E a quella che la lei chiama, con toni sicuramente ambiziosi se a volte tuttora vaghi , la sua “Freedom Agenda”, dalla difesa dei diritti di donne e minoranze alle promesse per i ceti medi e popolari, fino alla protezione della democrazia, in casa e all’estero grazie al multilaterlismo.
Stutler, il veterano, è sicuro che Harris e Tim Walz «si prenderanno cura dei reduci come me, come Walz ha fatto dei soldati sotto il suo comando nella Guardia Nazionale». Ancora: «Ho combattuto per il nostro Paese perché voglio che sia un Paese bumno e decente, che si prende cura della gente, di tutti. Anche dei nostri alleati. Non credo che i repubblicani oggi siano per questo, sono isolazionisti».

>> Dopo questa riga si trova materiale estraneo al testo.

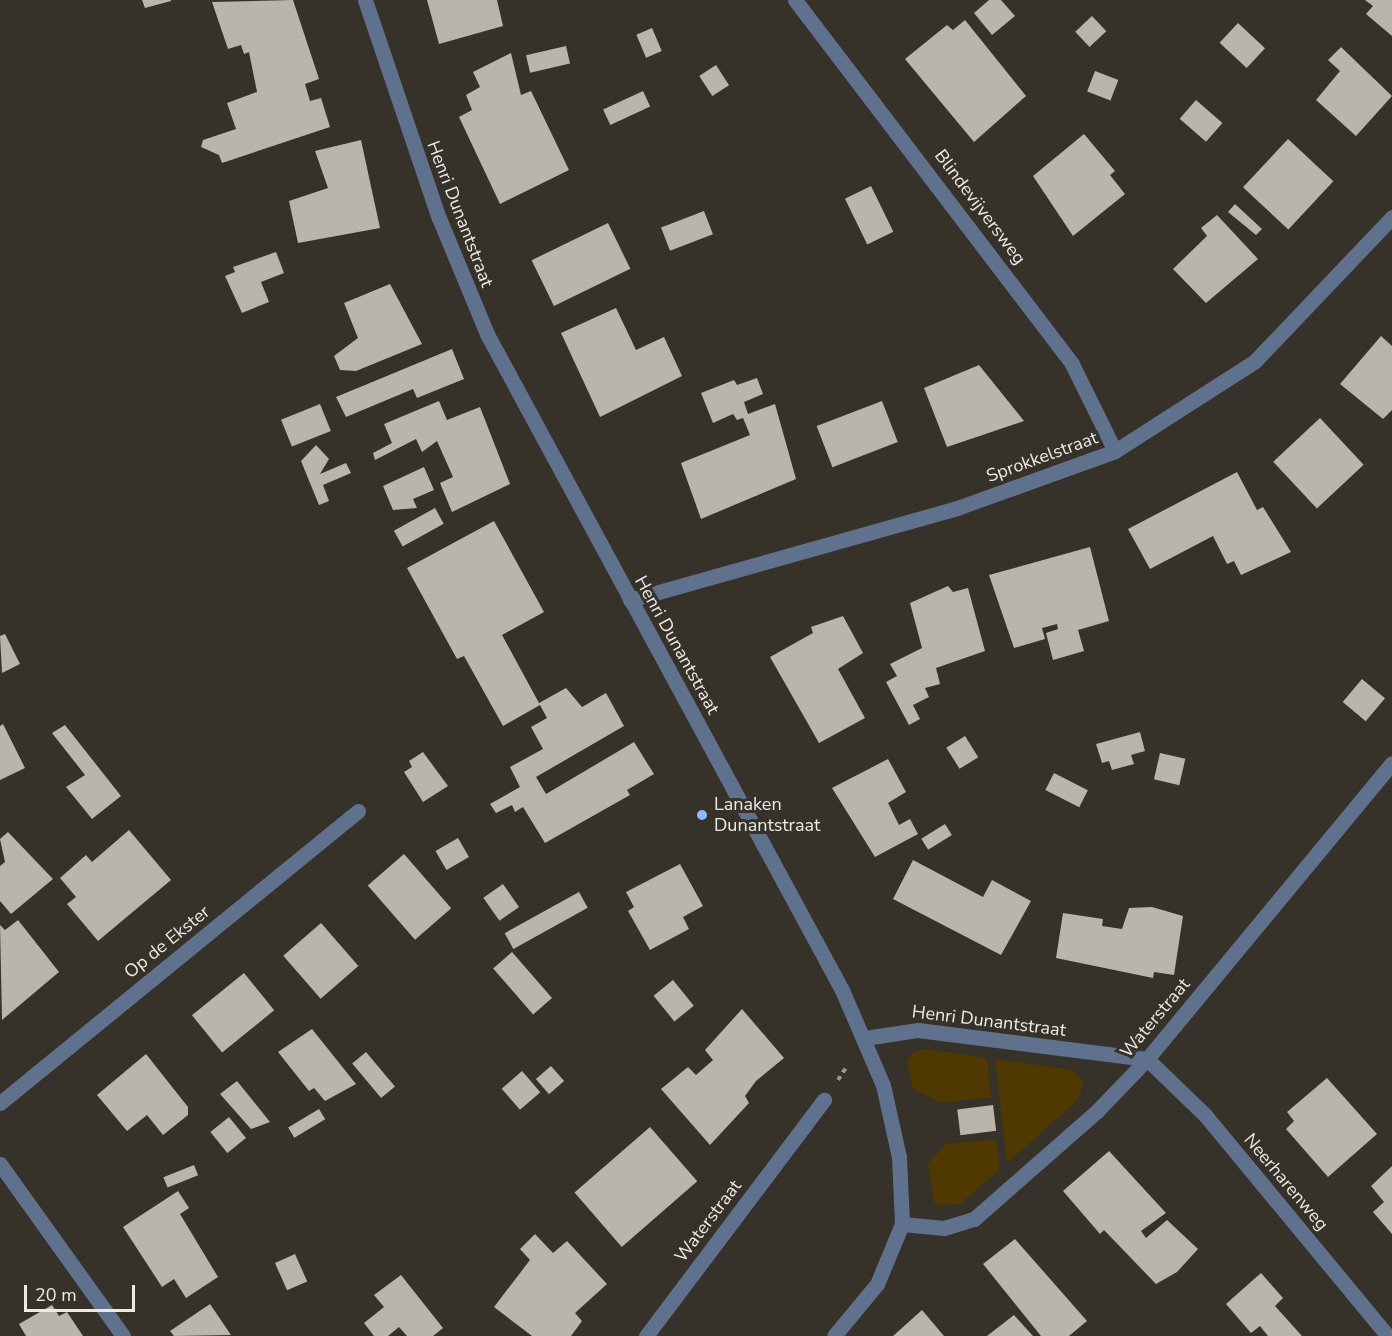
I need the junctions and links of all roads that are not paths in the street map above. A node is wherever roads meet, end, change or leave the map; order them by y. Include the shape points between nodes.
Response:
1 (365, 0) edge
2 (795, 0) edge
3 (1392, 217) edge
4 (1115, 451) junction
5 (630, 600) junction
6 (1392, 763) edge
7 (358, 811) dead end
8 (866, 1038) junction
9 (1147, 1059) junction
10 (824, 1100) dead end
11 (0, 1103) edge
12 (0, 1164) edge
13 (902, 1224) junction
14 (123, 1336) edge
15 (646, 1336) edge
16 (834, 1336) edge
17 (1388, 1336) edge

1 - 5 street, Henri Dunantstraat via 439,218 487,334
2 - 4 street, Blindevijversweg via 1065,355
3 - 4 street, Sprokkelstraat via 1255,361
4 - 5 street, Sprokkelstraat via 957,508
5 - 8 street, Henri Dunantstraat
6 - 9 street, Waterstraat
7 - 11 street, Op de Ekster
8 - 9 street, Henri Dunantstraat via 918,1030
8 - 13 street via 883,1085 899,1157
9 - 13 street, Waterstraat via 1097,1111 974,1219 944,1228
9 - 17 street, Neerharenweg via 1205,1115
10 - 15 street, Waterstraat
12 - 14 street
13 - 16 street via 878,1284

Fowles, dirigente in un colosso del fast food, crede che uno stato cruciale come la sua Georgia con Harris «possa essere blu a novembre», il colore del partito democratico. Ricorda la lunga e difficile battaglia per i diritti civili nello stato del sud, che non è finita, e l’eredità da difendere «di progetti di sviluppo economico e di infrastrutture dell’amministrazione Biden, che hanno fatto bene alla Georgia». Calcola che ci siano centomila volontari al lavoro solo nel suo stato. Schorr, che frescoo d’università guida i giovani democratici a sua volta in Georgia, aggiunge che per lui la chiava è che “Harris e Walz riconoscono la minaccia rappresentata da Trump e Vance, e invece di promuovere odio spingono la speranza”.
Seller dell’Ohio cita «l’aumento dell’entusiasmo e delle persone che si sono adesso rese disponibile a fare campagna» e se vede il suo stato difficilmente conquistato da democratici nelle presidenziali spera almeno di rieleggere l’influente senatore dem Sharrod Brown.

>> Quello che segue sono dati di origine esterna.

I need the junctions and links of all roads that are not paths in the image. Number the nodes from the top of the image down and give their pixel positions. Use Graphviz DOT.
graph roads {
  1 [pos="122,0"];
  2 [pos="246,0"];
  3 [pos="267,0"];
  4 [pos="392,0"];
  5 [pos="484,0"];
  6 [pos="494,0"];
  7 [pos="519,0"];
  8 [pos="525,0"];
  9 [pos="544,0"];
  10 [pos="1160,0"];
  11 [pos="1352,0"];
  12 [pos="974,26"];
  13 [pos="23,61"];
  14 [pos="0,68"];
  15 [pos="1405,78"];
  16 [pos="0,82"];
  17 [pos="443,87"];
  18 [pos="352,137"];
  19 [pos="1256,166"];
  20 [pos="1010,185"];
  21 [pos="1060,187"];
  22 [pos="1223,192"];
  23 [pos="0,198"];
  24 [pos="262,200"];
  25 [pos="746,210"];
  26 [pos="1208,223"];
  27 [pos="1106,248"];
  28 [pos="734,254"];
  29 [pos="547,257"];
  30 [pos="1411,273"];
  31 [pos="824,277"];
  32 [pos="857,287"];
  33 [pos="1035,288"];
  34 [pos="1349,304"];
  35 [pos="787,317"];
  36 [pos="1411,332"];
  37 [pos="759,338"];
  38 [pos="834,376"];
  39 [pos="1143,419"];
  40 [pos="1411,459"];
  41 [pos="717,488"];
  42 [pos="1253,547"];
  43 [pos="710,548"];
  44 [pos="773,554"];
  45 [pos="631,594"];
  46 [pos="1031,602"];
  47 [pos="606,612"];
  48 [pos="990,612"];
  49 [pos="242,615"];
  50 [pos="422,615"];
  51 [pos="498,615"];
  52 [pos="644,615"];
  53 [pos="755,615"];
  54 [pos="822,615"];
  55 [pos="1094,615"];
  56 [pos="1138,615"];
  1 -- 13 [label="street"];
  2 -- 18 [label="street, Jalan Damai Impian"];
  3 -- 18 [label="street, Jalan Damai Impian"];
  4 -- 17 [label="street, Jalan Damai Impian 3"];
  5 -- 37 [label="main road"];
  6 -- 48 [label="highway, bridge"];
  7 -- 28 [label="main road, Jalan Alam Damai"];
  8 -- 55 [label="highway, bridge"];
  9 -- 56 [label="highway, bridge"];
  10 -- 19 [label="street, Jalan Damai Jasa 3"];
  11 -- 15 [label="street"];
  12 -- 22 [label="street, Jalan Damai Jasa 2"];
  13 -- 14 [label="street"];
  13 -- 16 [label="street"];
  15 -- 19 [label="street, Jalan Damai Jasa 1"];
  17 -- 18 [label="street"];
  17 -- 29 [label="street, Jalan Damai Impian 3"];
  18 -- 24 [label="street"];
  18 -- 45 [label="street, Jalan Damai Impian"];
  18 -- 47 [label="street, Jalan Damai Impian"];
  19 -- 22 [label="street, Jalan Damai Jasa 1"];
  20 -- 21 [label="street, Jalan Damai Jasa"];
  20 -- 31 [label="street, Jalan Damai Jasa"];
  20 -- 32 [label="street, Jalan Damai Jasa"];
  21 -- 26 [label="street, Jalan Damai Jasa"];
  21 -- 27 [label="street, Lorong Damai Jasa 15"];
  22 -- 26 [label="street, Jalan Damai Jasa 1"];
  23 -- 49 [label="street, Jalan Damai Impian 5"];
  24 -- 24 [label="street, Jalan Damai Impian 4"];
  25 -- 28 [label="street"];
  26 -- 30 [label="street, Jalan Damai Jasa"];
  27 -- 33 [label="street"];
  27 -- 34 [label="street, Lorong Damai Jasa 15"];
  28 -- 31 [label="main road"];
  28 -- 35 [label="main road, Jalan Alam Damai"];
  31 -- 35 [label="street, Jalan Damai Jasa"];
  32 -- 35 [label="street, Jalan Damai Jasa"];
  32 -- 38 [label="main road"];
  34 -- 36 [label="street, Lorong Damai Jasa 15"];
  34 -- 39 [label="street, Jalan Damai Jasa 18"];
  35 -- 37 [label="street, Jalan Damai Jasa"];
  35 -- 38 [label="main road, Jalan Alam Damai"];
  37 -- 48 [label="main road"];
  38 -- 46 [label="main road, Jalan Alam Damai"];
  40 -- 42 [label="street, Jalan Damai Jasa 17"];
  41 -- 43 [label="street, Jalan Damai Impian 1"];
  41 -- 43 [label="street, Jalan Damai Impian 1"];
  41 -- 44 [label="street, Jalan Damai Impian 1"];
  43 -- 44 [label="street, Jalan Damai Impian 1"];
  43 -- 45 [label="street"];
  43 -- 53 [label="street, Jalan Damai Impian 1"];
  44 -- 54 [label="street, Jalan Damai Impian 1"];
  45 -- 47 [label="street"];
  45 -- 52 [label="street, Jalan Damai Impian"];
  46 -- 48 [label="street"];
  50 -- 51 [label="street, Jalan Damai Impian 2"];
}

Alskins, dal Canada, vede le elezioni con una grande posta in gioco “soprattutto per le donne” e sottolinea che in una elezione contesa i voti dall’estero “possono fare la differenza in molti stati”. Flexer la senatrice del Connecticut, è convinta che il partito democratico oggi “abbracci e rappresenti i più ampi valori americani, i temi della libertà individuale che vanno dall’aborto al diritto di voto”. Taylor di Washington State considera la natura storica dalla candidatura di Harris, per le sue radici afroamericane e asiatiche: “E’ la più qualificata e sono davvero ottimista. Credo sia un momento straordinario per essere in politica. Per battersi per la giustizia economica, i bisogni delle famiglie, l’accesso alla sanità per le donne e le comunità”.

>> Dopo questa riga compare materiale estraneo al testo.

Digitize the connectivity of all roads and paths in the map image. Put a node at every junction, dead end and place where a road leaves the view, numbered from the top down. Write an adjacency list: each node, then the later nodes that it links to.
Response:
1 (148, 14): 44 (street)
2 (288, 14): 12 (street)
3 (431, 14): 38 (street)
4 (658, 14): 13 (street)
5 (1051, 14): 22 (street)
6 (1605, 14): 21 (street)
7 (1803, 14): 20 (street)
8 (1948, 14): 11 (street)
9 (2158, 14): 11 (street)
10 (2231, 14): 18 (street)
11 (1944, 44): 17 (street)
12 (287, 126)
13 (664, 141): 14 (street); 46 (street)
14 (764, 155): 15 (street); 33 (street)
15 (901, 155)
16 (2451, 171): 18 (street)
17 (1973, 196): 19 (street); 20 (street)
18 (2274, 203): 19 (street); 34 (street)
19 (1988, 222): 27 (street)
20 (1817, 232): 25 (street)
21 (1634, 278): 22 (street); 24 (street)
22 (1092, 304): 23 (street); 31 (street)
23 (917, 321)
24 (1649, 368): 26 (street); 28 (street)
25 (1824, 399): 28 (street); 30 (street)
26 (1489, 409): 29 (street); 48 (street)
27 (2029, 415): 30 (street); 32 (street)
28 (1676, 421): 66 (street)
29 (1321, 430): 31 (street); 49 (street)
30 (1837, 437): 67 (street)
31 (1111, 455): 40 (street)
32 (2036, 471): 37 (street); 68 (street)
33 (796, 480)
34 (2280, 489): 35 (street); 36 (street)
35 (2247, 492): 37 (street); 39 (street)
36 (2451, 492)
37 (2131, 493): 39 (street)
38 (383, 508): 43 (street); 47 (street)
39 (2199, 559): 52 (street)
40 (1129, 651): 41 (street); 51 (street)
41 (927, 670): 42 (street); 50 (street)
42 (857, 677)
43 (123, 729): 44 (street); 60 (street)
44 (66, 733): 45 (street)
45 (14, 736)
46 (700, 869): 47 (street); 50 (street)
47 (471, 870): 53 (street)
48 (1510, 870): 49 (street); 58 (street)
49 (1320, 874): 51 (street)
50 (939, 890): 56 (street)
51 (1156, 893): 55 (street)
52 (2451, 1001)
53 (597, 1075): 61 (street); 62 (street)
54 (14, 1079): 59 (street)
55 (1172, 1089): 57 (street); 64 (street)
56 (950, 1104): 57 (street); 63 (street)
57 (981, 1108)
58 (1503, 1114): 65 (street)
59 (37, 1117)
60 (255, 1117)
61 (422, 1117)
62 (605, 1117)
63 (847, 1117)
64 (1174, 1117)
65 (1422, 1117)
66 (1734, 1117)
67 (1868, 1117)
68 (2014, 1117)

Stern, producer digitale ed executive editor Occupy Democrats (che si definisce sito leader di sinistra su Facebook), vede un partito capace di rinnovarsi aprendo a content creators come lui, che qui sono oltre 200 contro i 70 alla Convention repubblicana. E possono offrire a suo avviso una prospettiva più immediata e meno filtrata rispetto a media tradizionali, capace di raggiungere nuove fasce di elettori, giovani, Gen Z, e meno giovani. Numerosi infuencer hanno parlato durante la Convention. “Possiamo far correre il messaggio più velocemente e esplcitamente su temi scottanti, dal cambiamento climatico alla sanità”, dice Stern. “Ed è importante che il partito, che Harris e Walz, abbiano cominciato a riconoscere il nostro ruolo, la capacità di raggiungere nuove audience”.
Anche Alward, il delegato uncommitted del New Jersey, quindi non schierato ufficialmente con Harris per le spinose preoccupazioni su Gaza che hanno nutrito tensioni interne, spera. Avvocato di formazione e piccolo imprenditoreSpera di poter alla fine votare per lei e sostenerla. “Non credo il partito sia davvero spaccato su Gaza, la maggioranza dei democratici vogliono un cessate il fuoco e soluzioni umanitarie”. Aggiunge che problemi ci sono, di voler “spingere per un embargo sulle armi a Israele e per cambiamenti in politica estera, a favore dei diritti palestinesi, per più azioni che non parole”. Ma si dice “soddisfatto” della Convention.